Birmingham Diocese/Christ Church Visit to Bolivia 2013

Santa Cruz, Saturday 10 August

Children of light

Reaching out to children and a local market

"Hijos de Luz" is the name of an outreach to children run by Pan de Vida church in Santa Cruz on Saturday mornings. We spent the morning visiting this church and joining with them in their activities.

We had an early start to arrive in time for our own breakfast, then the children started to arrive. The session started with songs led by Pastor Belisario (Bely) - left in photo - who related so well to the children and took the time to explain the points of teaching in each song.

Leaders holding up a large song sheet

After that the children did a simple craft activity. This involved putting a thumbprint on a piece of card to signify that each of us is different but we all belong to God. We did not realise until we left that there were some extra cards there which were given to us in the team as a gift.

Putting thumbprints on a piece of coloured card

Over breakfast there was an opportunity for team members to talk to the children and find out about them and their interests. Many of the children live nearby, but some come from further away. Some of us showed photos we had brought from home, and some of the boys were especially interested in Phil's camera. It was a lovely relaxed time.

All-age discussion over breakfast

The next part of the day was to support the church in an outreach programme in the market which is almost opposite the church. This is not a market for tourists: it exists to serve the needs of local people who are anything but wealthy.

We gathered outside the market office and held a short open air service which, to our amazement, we were able to broadcast over the tannoy. There was some singing, then Maurice preached a short sermon and led a prayer.

Maurice speaks into a microphone in front of the market office

We then went around the market stalls offering to pray with each of the traders. Many happily accepted the offer, sharing concerns about their health, families and businesses. It was good to be demonstrate God's love and care for all aspects of our lives.

Next on the agenda was a football tournament, to be held on a nearby field. It took some effort to get this organised because of some confusion over who was supposed to organise it - the church or the market. Eventually some five a side teams were organised and Matt, looking very sporting in the Bolivia Marathon jacket he had been given in Tarija, blew the referee's whistle and the first matches got under way.

A game of five-a-side football

There was only time for a couple of games and the tournament will continue over the coming weeks. The hope is to make this an annual event.

Meanwhile the younger children were entertained by our team. The weather was a bit too windy for the parachute games to run properly but a game of "Duck duck goose" - translated into Spanish as "Perro perro gato" (Dog dog cat) - was much more successful.

A game of duck duck goose, played sitting in a circle on the ground

When the football had finished everyone headed back to the church. The players and children sat on the front lawn and listened as Chris gave a talk about the difference being a Christian had made to his life. Being Chris, he had to get a mention of playing rugby into the talk... but Geoff went on to speak about the recovery from death by Christian footballer Fabrice Muamba to illustrate the power of God.
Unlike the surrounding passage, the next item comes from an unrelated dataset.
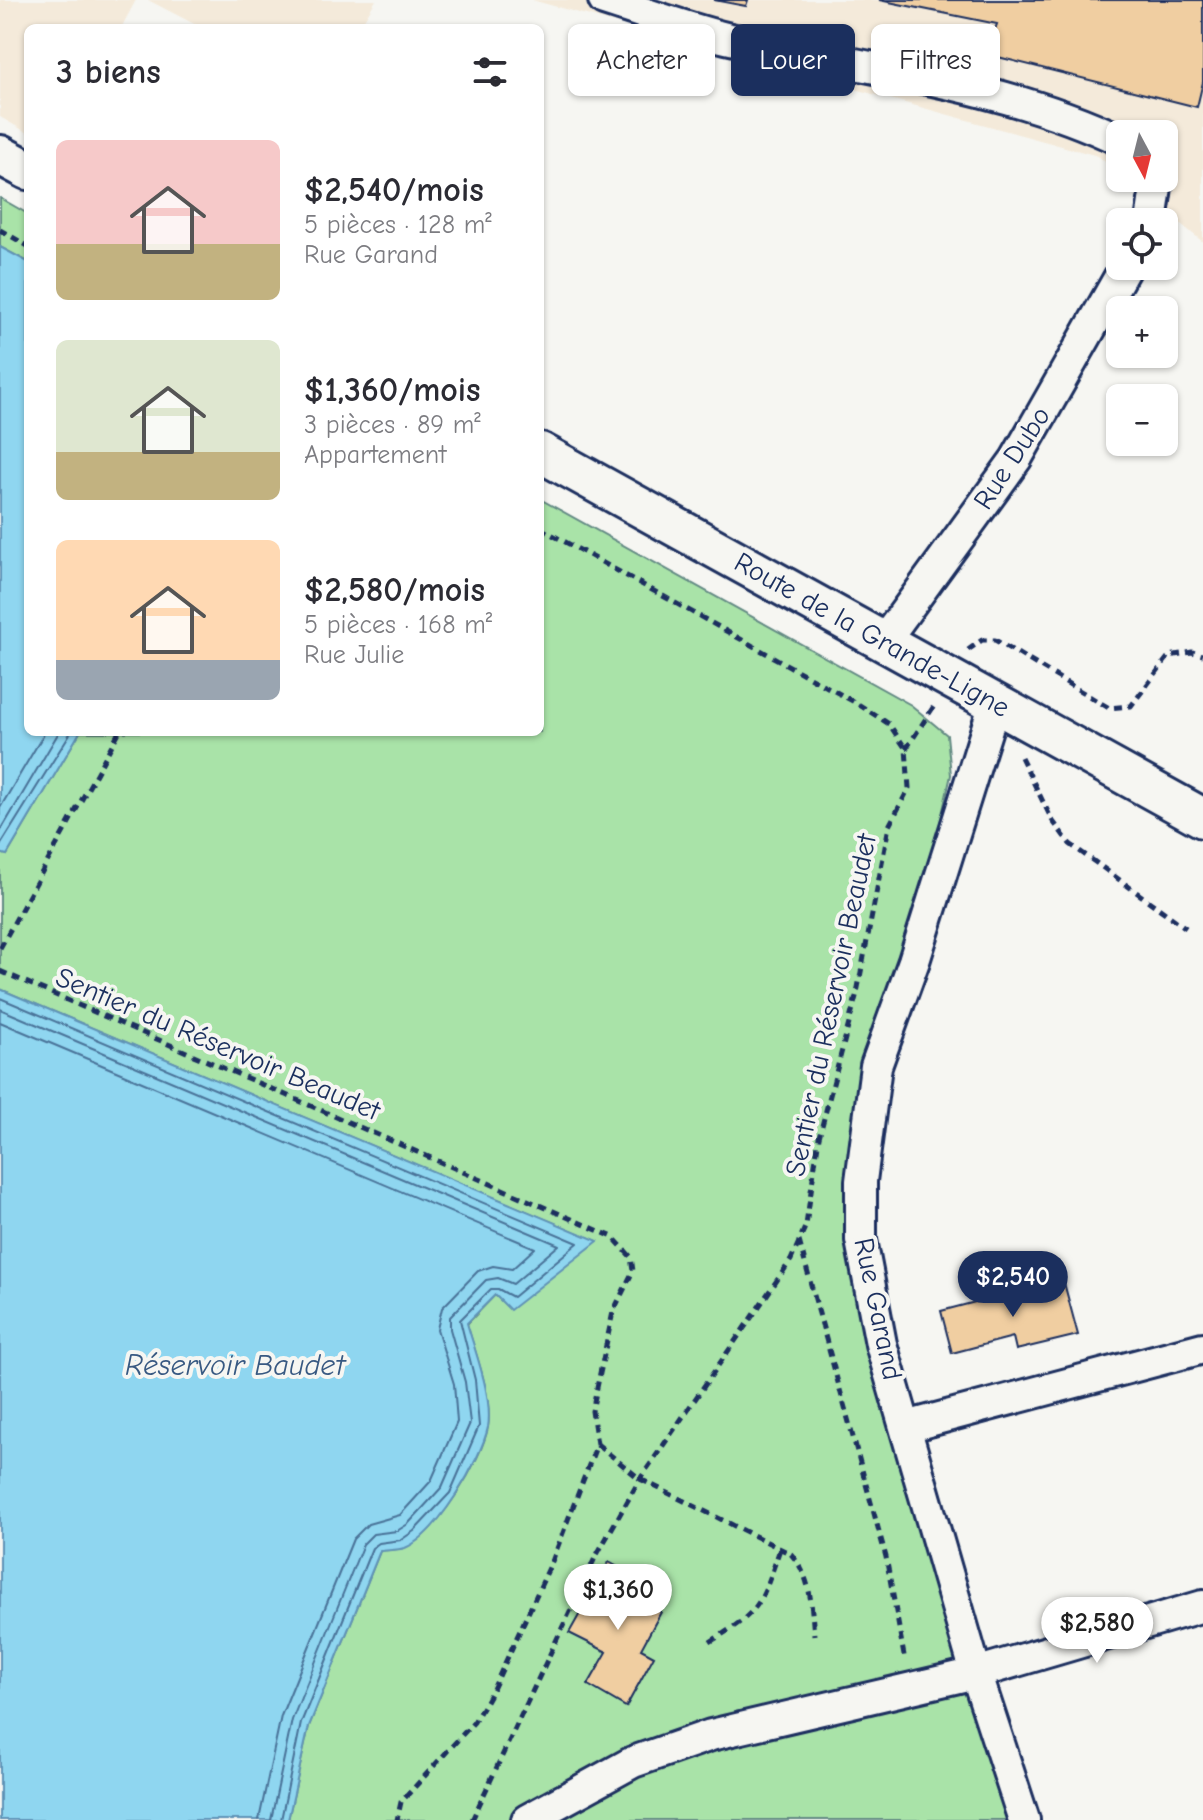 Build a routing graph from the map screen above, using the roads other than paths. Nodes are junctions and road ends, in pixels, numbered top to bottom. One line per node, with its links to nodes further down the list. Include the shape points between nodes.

Chris speaks to a large group sitting on the grass

Once again we were amazed as the boys and young men listened quietly to these talks, and bowed their heads in a prayer led by Pastor Bely. The culture here is so different to that in Britain: Bolivia is a Catholic country where everyone grows up knowing something about the Christian faith and respecting it.
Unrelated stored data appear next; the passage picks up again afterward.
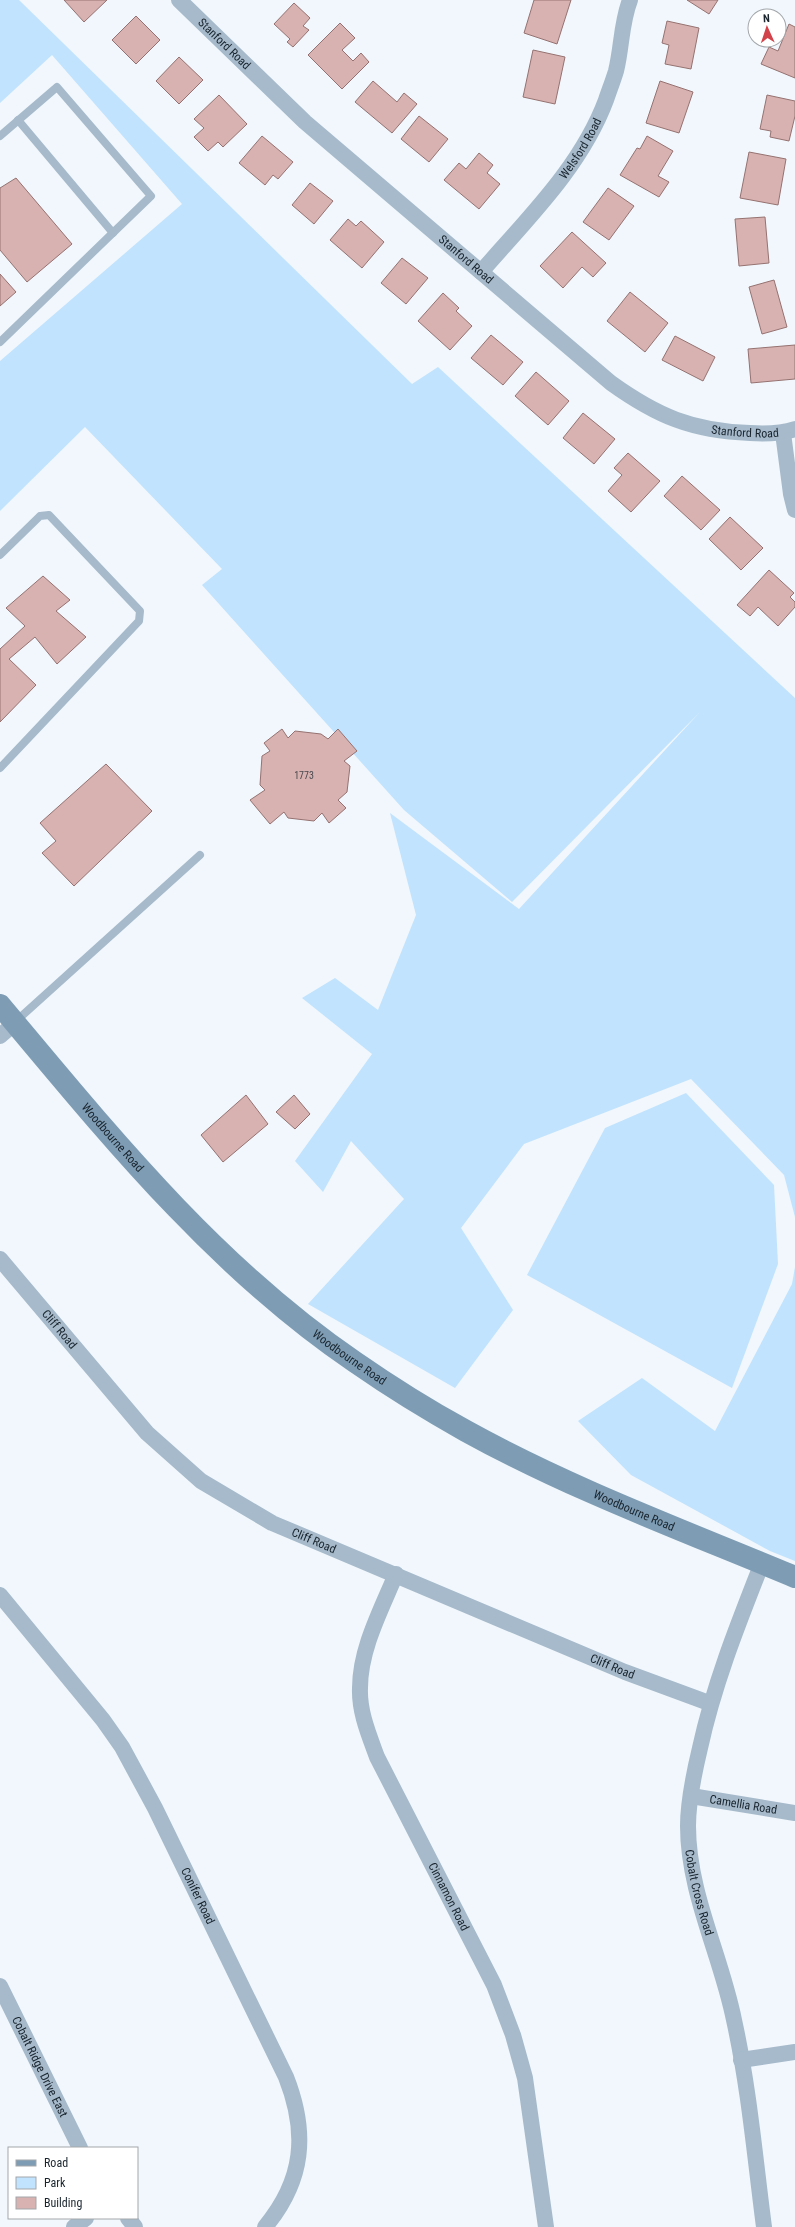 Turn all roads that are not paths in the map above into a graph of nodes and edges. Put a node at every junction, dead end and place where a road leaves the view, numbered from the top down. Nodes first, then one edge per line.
1 (179, 0) edge
2 (630, 0) edge
3 (18, 120) junction
4 (0, 136) edge
5 (113, 233) junction
6 (481, 272) junction
7 (0, 342) edge
8 (789, 431) edge
9 (795, 510) edge
10 (0, 555) edge
11 (0, 768) edge
12 (200, 855) dead end
13 (0, 1005) edge
14 (7, 1029) edge
15 (0, 1259) edge
16 (762, 1563) junction
17 (396, 1574) junction
18 (795, 1577) edge
19 (0, 1595) edge
20 (710, 1703) junction
21 (691, 1796) junction
22 (795, 1812) edge
23 (0, 1986) edge
24 (795, 2052) edge
25 (741, 2060) junction
26 (80, 2147) edge
27 (85, 2219) edge
28 (129, 2219) edge
29 (74, 2227) edge
30 (135, 2227) edge
31 (265, 2227) edge
32 (546, 2227) edge
33 (764, 2227) edge

1 - 6 street, Stanford Road
2 - 6 street, Welsford Road
3 - 4 lane
3 - 5 lane
3 - 5 lane
5 - 7 lane
6 - 8 street, Stanford Road
8 - 9 street
10 - 11 lane
12 - 14 lane
13 - 14 main road, Woodbourne Road
14 - 16 main road, Woodbourne Road
15 - 17 street, Cliff Road
16 - 18 main road, Woodbourne Road
16 - 20 street, Cobalt Cross Road
17 - 20 street, Cliff Road
17 - 32 street, Cinnamon Road
19 - 31 street, Conifer Road
20 - 21 street, Cobalt Cross Road
21 - 22 street, Camellia Road
21 - 25 street, Cobalt Cross Road
23 - 26 street, Cobalt Ridge Drive East
24 - 25 street
25 - 33 street, Cobalt Cross Road
27 - 29 street
28 - 30 street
When the footballers and children had left, we were treated to lunch and then Pastor Bely and his English wife Claire told us something about the history of the church. The "Hijos de Luz" ministry had started in Cristo Luz del Mundo and many of the mothers of the children came along too. The church wanted to do something to help them but because of their backgrounds the mothers did not feel comfortable as part of that church. It was decided to start a separate congregation, initially meeting in homes and then moving into rented accommodation.

The present site is well placed near the market but is currently under threat because the owner wants to sell it. There is an urgent need for a huge amount of money to buy the property, a new site to rent, or a change of heart by the owner!

We really enjoyed our day at Cristo Pan de Vida and were impressed, as we have been in all the churches we have visited, by the faith, hard work and commitment of its leaders.